Even better, when developers using the UI Toolkit decide to add an Avatar component to their app and find that it supports the color property, they know this prop will accept 'pink' or 'purple' just like the Badge. They can also infer that the Input component will accept 'success' and 'error' for its status prop, based on how status works in the Alert component. Adding consistency and predictability to the UI Toolkit APIs has enabled developers to infer their behavior with minimal reliance on the technical documentation.
Here are a few takeaways from our journey that you can apply to your own teams and products:
1. Understand your business and product
Knowing the market you operate in and the full set of features your product provides to users will enable you to make better technical decisions. Determining what your product does is the first step, but discovering why it does what it does will empower you to transform it.

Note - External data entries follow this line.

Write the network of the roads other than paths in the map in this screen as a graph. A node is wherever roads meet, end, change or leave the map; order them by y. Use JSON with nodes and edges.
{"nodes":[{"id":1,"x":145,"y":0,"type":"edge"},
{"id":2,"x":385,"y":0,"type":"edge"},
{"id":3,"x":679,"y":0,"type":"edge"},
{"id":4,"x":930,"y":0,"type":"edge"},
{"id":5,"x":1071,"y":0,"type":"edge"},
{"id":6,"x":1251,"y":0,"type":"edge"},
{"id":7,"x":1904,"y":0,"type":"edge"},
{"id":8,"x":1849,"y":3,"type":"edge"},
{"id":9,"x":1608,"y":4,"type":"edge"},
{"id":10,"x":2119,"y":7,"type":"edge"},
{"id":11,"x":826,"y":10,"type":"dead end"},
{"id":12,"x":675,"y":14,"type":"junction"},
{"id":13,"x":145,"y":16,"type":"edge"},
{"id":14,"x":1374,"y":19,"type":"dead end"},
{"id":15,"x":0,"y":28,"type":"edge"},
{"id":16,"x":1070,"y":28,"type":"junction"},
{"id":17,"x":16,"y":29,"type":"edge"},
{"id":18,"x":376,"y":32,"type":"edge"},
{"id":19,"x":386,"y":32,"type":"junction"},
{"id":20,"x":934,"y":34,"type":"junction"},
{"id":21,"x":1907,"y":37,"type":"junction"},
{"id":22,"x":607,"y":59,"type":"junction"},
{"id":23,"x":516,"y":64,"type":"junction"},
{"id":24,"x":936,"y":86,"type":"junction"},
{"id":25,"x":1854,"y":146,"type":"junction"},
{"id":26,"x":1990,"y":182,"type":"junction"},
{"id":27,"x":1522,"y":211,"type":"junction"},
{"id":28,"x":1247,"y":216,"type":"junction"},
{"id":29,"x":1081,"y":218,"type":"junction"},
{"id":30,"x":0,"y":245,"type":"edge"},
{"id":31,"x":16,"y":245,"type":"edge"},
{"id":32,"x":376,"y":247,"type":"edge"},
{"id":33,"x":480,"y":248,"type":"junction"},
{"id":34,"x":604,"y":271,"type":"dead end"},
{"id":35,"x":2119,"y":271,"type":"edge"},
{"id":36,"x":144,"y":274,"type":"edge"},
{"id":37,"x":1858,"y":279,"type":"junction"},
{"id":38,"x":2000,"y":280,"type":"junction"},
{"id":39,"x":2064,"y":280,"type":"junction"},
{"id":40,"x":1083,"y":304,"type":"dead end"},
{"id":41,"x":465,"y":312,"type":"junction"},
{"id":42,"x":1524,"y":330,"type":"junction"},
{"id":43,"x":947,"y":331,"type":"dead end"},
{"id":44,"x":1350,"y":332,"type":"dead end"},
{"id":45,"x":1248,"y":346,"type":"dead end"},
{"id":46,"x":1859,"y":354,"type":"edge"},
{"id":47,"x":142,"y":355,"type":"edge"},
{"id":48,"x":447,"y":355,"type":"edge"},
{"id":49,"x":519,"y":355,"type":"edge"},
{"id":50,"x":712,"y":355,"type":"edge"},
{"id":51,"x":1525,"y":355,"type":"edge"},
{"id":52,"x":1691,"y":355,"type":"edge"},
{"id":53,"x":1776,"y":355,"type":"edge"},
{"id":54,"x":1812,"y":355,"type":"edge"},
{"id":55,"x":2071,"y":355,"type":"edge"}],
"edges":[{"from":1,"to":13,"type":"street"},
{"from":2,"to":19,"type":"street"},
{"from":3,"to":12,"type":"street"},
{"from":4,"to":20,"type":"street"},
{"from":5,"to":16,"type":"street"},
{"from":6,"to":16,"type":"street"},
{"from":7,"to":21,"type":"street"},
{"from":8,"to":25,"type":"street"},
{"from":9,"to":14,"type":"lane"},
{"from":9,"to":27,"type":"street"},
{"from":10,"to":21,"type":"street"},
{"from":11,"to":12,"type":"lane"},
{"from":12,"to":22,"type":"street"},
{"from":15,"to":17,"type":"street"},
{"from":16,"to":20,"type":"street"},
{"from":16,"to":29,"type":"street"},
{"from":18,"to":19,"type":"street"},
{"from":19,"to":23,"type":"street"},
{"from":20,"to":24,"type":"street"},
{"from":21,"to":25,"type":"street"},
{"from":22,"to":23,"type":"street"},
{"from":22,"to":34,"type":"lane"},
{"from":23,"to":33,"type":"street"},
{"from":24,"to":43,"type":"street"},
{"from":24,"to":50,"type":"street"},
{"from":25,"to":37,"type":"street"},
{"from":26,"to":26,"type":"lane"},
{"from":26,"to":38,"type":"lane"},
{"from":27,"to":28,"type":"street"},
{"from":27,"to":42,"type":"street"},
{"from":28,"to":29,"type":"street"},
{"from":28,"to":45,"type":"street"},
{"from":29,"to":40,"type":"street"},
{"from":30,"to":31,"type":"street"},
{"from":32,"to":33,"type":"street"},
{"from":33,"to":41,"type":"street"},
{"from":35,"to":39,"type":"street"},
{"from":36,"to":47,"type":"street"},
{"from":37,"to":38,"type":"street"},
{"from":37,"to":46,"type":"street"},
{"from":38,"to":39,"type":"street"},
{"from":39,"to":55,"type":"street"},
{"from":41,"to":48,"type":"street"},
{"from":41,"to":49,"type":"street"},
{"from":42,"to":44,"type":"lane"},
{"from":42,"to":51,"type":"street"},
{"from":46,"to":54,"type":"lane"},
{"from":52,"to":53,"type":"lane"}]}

2. Drive change together with your business
Change is scary. When software changes it often means more work for your users in the short-term, since people need to readjust their work habits and get used to new user interfaces. You may encounter a lot of user or business resistance when you start proposing software changes. Embrace their concerns and involve them in the discussions that will impact their workflows. You'll be surprised by the insights your users bring to the table when you collaborate.
3. Learn and apply software engineering best practices
Writing software that other people want to use takes practice. Leverage the wisdom of other engineers and consult early with peers to get feedback. References like the Little Manual of API Design, Clean Code, and Refactoring are great resources to explore.